Stored data entries:
- Opening Delimiter -

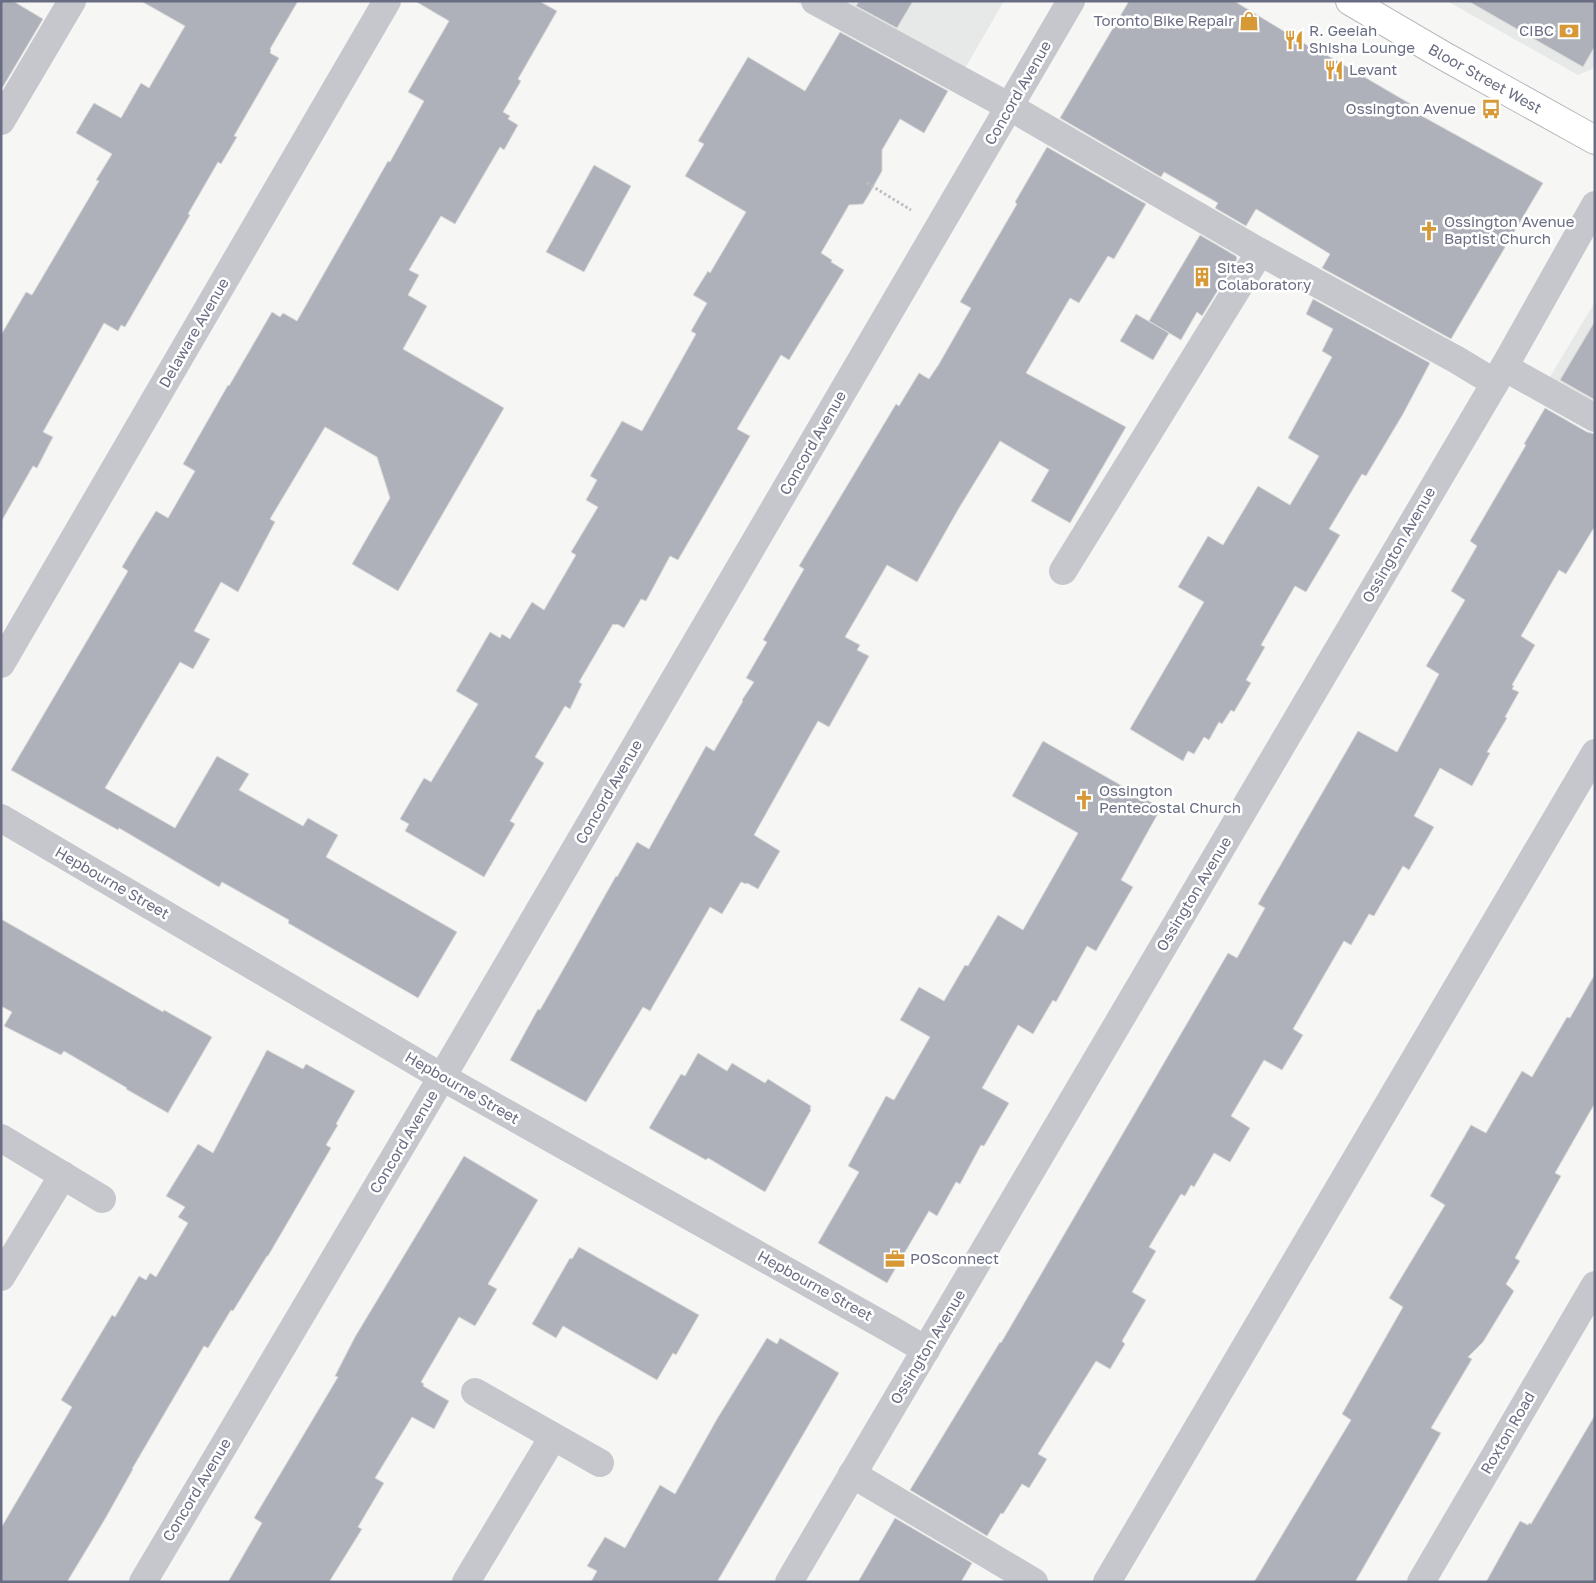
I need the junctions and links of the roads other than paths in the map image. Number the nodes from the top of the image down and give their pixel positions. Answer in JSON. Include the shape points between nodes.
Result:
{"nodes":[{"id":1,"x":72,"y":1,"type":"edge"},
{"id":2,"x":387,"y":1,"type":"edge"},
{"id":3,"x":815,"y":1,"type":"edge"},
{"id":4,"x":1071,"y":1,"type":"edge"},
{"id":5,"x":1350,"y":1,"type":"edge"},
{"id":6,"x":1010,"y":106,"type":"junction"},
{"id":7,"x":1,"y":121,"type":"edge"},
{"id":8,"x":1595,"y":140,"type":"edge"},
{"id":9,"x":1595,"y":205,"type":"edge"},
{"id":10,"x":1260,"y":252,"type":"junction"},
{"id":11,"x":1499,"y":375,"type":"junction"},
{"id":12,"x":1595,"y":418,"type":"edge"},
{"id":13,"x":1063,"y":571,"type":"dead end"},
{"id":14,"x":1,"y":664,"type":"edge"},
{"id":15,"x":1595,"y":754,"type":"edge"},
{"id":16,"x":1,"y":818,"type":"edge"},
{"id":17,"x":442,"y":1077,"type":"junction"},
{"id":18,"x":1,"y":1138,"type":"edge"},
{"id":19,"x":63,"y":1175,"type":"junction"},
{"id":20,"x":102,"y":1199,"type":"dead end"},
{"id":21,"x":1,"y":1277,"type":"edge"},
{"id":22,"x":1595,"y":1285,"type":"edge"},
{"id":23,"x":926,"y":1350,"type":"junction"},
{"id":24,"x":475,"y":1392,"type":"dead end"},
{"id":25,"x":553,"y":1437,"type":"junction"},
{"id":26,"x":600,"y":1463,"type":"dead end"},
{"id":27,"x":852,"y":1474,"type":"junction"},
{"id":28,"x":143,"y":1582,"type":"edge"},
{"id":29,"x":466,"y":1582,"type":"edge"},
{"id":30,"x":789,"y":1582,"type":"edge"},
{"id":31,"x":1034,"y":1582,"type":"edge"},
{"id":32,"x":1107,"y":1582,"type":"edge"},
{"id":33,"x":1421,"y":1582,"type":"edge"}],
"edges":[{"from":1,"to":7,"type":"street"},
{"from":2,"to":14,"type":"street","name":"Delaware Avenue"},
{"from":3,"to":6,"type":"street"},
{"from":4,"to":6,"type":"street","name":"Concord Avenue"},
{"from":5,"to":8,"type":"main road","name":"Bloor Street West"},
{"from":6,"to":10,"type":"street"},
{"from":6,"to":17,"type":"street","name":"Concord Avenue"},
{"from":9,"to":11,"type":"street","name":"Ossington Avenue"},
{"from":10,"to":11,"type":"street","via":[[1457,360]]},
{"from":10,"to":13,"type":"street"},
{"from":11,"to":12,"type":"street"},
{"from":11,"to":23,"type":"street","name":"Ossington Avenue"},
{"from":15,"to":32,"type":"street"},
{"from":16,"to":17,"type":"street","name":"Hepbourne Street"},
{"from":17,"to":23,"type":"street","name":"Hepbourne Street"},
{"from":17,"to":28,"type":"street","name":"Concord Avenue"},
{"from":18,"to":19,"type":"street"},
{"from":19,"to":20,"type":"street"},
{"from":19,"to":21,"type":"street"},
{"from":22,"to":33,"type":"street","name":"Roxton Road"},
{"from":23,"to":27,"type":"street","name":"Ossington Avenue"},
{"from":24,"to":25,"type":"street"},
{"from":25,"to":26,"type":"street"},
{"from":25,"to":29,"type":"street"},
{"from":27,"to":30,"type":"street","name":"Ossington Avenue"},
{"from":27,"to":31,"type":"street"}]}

- Closing Delimiter -

**Task directions:**
Return, from the data, each line that has the word "Hepbourne" in it.

**Reply to the exercise:**
{"from":16,"to":17,"type":"street","name":"Hepbourne Street"},
{"from":17,"to":23,"type":"street","name":"Hepbourne Street"},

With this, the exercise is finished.